Black Voters in Minneapolis Wanted Better Policing, Not Posturing by Progressives

Black Voters in Minneapolis Wanted Better Policing, Not Posturing by Progressives 1

MINNEAPOLIS — This city always prided itself for being a progressive place where everyone could thrive. At least, that was true for white people. Black residents all too often faced persistent racism and inequality — in education, homeownership, income and employment — and in the way the police treated us.

For years, the Minneapolis police have persistently abused Black residents, even children. Several years ago I saw a white officer confront a Black boy who looked to be about 10, grab him by his shirt and slam him against the hood of a police car. I confronted the officer and notified the white police chief at the time. The chief shrugged as if there was nothing he could do.

It took the police murder of George Floyd last year, and an uprising by outraged residents, to finally call attention to the brutality and injustice Black people face every day here and around the country.

Those of us who had long fought for a reckoning over police abuse in Minneapolis expected to see a critical examination of the practices, laws, policies, contractual requirements and spending that undergird policing. We expected a well-thought-out, evidence-based, comprehensive plan to remake our police department.

Instead, what we got was progressive posturing of a kind seen throughout the country and a missed opportunity to bring about real change and racial justice.

This was made plain last week when voters rejected a proposal to replace the Minneapolis Police Department with a new Department of Public Safety. While many white progressives embraced the ballot measure as a sign of progress, many Black residents like me raised concerns that the plan lacked specificity and could reduce public safety in the Black community without increasing police accountability. The city’s largest Black neighborhoods voted it down, while support was greater in areas where more white liberals lived.

The measure would have removed from the City Charter a requirement for a minimum number of police officers per resident and enacted “a comprehensive public health approach” to public safety “which could include licensed peace officers (police officers), if necessary.” (Emphasis added.) It would have also diluted the mayor’s power over the police by having the chief executive and the City Council share control, and would not have required the head of the proposed new department to have any law enforcement experience.

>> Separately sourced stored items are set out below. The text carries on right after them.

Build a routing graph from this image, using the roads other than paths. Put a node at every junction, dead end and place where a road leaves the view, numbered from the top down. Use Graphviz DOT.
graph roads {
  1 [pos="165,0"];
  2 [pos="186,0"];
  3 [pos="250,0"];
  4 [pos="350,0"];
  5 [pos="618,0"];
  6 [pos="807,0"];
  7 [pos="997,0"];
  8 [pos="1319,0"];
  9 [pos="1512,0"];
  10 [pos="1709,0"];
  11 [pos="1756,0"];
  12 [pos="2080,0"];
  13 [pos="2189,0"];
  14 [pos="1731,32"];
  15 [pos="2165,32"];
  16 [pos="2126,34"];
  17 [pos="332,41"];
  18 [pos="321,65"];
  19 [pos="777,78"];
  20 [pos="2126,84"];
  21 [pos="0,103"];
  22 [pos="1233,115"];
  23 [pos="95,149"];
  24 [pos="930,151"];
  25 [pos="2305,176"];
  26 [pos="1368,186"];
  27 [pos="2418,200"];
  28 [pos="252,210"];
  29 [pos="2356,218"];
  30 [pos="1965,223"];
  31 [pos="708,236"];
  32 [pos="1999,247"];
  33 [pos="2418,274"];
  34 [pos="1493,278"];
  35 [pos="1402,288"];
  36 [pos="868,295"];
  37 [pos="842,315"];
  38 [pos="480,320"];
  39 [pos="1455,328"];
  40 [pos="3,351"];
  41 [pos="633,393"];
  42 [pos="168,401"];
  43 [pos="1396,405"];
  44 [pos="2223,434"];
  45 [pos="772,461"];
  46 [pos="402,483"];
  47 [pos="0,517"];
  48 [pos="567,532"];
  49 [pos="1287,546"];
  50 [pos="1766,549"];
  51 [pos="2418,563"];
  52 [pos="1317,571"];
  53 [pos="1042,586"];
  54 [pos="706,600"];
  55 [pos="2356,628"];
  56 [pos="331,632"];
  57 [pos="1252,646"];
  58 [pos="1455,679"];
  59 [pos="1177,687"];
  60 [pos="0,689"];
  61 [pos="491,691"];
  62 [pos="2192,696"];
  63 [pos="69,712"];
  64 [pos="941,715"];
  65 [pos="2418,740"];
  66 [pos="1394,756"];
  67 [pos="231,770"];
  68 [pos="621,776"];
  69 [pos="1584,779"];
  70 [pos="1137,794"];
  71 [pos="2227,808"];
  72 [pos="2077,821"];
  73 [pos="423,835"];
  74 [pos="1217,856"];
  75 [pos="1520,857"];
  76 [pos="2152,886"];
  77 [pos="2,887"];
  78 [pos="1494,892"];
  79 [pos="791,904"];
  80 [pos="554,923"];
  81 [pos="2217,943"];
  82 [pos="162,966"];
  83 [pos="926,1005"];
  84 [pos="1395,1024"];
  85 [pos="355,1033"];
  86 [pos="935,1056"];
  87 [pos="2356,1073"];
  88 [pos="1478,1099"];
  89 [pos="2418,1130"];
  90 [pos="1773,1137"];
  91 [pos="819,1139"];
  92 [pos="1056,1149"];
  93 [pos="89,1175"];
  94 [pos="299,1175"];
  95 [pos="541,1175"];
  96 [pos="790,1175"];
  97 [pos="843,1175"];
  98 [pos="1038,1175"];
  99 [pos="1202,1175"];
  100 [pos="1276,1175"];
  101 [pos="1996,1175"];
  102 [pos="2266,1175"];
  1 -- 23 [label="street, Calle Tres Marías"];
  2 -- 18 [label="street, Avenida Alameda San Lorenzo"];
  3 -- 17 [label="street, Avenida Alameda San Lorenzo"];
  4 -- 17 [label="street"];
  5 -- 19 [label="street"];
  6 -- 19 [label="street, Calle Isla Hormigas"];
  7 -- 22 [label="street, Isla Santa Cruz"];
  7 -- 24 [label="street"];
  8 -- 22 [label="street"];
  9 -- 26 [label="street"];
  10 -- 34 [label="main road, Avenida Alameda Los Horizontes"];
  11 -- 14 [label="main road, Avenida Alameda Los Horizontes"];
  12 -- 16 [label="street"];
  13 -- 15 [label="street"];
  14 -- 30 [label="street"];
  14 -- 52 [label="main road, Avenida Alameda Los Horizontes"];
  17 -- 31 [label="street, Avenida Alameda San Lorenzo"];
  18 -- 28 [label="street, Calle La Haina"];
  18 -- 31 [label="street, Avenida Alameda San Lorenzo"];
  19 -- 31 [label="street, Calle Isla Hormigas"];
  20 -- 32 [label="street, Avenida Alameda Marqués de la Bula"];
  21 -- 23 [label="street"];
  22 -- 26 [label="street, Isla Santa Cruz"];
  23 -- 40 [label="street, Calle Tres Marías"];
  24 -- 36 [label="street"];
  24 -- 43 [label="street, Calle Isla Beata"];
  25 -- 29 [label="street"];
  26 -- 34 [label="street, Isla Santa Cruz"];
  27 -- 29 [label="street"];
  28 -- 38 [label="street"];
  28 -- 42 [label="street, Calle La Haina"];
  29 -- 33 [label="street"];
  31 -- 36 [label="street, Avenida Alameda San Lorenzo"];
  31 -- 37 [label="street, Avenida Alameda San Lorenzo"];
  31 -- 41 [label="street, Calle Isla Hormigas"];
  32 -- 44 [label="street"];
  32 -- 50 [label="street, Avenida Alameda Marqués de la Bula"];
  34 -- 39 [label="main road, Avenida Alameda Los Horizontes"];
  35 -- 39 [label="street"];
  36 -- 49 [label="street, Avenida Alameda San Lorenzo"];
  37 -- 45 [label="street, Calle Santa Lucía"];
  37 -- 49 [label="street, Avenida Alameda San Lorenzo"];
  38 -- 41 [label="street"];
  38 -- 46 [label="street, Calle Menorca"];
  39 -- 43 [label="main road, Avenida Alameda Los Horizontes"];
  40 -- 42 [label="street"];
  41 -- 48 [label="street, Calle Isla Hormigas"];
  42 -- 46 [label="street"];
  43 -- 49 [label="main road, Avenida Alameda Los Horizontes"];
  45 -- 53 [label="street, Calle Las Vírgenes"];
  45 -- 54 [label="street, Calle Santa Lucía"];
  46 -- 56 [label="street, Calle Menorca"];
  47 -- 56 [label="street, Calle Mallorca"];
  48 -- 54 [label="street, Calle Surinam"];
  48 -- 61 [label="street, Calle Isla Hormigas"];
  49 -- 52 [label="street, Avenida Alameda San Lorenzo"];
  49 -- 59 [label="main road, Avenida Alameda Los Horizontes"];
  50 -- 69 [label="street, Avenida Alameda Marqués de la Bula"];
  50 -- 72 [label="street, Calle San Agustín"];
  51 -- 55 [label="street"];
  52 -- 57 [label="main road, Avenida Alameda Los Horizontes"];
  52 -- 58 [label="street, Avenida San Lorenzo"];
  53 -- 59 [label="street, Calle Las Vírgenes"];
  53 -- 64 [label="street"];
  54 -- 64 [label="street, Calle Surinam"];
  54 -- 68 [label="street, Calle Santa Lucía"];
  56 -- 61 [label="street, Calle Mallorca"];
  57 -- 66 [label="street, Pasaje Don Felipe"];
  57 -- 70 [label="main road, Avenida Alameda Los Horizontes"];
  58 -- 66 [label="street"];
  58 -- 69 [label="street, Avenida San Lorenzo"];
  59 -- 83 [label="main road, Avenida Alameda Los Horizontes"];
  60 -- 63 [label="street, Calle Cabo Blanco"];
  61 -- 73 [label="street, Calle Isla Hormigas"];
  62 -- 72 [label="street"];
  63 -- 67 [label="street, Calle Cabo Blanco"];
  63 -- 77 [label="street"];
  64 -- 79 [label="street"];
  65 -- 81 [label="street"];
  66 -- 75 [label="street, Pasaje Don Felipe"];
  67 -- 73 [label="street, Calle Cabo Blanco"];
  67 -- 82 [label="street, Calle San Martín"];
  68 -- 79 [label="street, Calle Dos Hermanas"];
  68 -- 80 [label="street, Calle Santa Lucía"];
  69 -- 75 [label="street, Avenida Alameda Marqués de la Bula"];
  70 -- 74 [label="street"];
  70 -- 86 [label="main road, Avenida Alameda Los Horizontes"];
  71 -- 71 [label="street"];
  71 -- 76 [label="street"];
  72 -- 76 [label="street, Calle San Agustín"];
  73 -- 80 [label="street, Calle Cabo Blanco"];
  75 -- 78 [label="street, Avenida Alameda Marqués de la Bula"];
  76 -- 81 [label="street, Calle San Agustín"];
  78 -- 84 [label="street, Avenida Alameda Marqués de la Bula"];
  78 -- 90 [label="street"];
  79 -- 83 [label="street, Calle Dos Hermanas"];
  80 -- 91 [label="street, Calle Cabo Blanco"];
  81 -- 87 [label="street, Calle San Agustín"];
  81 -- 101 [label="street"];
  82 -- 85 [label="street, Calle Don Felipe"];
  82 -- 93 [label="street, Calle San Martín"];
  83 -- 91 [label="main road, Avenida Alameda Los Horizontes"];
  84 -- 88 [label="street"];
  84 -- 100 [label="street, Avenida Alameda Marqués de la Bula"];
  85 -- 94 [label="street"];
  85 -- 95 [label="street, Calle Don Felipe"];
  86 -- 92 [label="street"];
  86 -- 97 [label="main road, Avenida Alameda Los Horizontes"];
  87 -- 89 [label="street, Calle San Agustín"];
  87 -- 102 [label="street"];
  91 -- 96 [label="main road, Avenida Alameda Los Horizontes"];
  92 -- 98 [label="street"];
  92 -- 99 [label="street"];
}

The proposal would have almost certainly created a cascade of unintended consequences that would have harmed Black residents by reducing the number of police officers and the quality of oversight without creating an effective alternative.

Supporters of the measure held no public hearings about it and made little effort to listen to Black residents’ concerns or the opinions of experts. The main issue that many Black people were worried about — the significant increase in gun violence, carjackings and homicides here in the past year or so — was largely ignored.

“Nothing about us without us,” opponents of the measure said, demanding a role in decision-making to make sure that any solution accounted for both Black people’s complex and troubling relationship with the police as well as the disproportionate damage crime and violence do to our communities.

Black voters were especially wary because the City Council members who pushed the measure had done little to rein in the Minneapolis Police Department over the years. The pledge that nine of them made to dismantle the department shortly after Mr. Floyd was killed was more about “looking” progressive to national and international audiences than about transforming policing in ways that most Black residents wanted.

The months of protests around the country and around the world motivated by George Floyd’s killing were intense and electrifying. But the aftermath of those protests help tell the real story. Far too many progressives took the route of proposing quick fixes, like simply cutting police funding, to address complex, longstanding challenges to policing. As election results in Minneapolis, New York City and elsewhere have shown, that’s not what the majority of Black people want.

What many Black people are demanding is a system that is effective, cost-efficient, nonmilitarized and transparent. We want officials to be accountable for who is hired, how they are disciplined and how they treat us. We want police leaders to admit that racism, white supremacy and misogyny are endemic in many police forces and we want them to commit to radically shift police culture.

For that to happen, there must be a re-examination of the purposes, practices, expenditures and almost unfettered power and discretion of the police. To responsibly reduce spending, elected officials must conduct a real cost/benefit analysis of hiring numerous officers to focus on low-level crime, traffic stops (as in the cases of Daunte Wright and Philando Castile), and small quantities of cannabis, to name a few. This would ultimately mean eliminating or reducing low-level traffic stops, repealing criminal laws and ordinances that do not improve public safety, and making a commitment to end the war on drugs.

Police departments must establish an early-warning system to flag problem officers and a robust disciplinary system when officers violate the law and people’s rights. Instead of continuing to allow police departments to investigate themselves when officers kill people, states should establish a special prosecutor’s office to investigate claims and bring charges when appropriate.

Police departments should analyze data to decide where officers are needed most and even where other resources, like mental health professionals, should be assigned. Receiving input and oversight from the public are important components to shifting police culture, as well as listening to Black people and taking our concerns seriously.

Black lives need to be valued not just when unjustly taken by the police, but when we are alive and demanding our right to be heard, to breathe, to live in safe neighborhoods and to enjoy the full benefits of our status as American citizens.

That all takes hard work, not just rhetoric, political posturing, and empty promises.

Nekima Levy Armstrong is a civil rights lawyer, a founder of the Racial Justice Network and the executive director of the Wayfinder Foundation.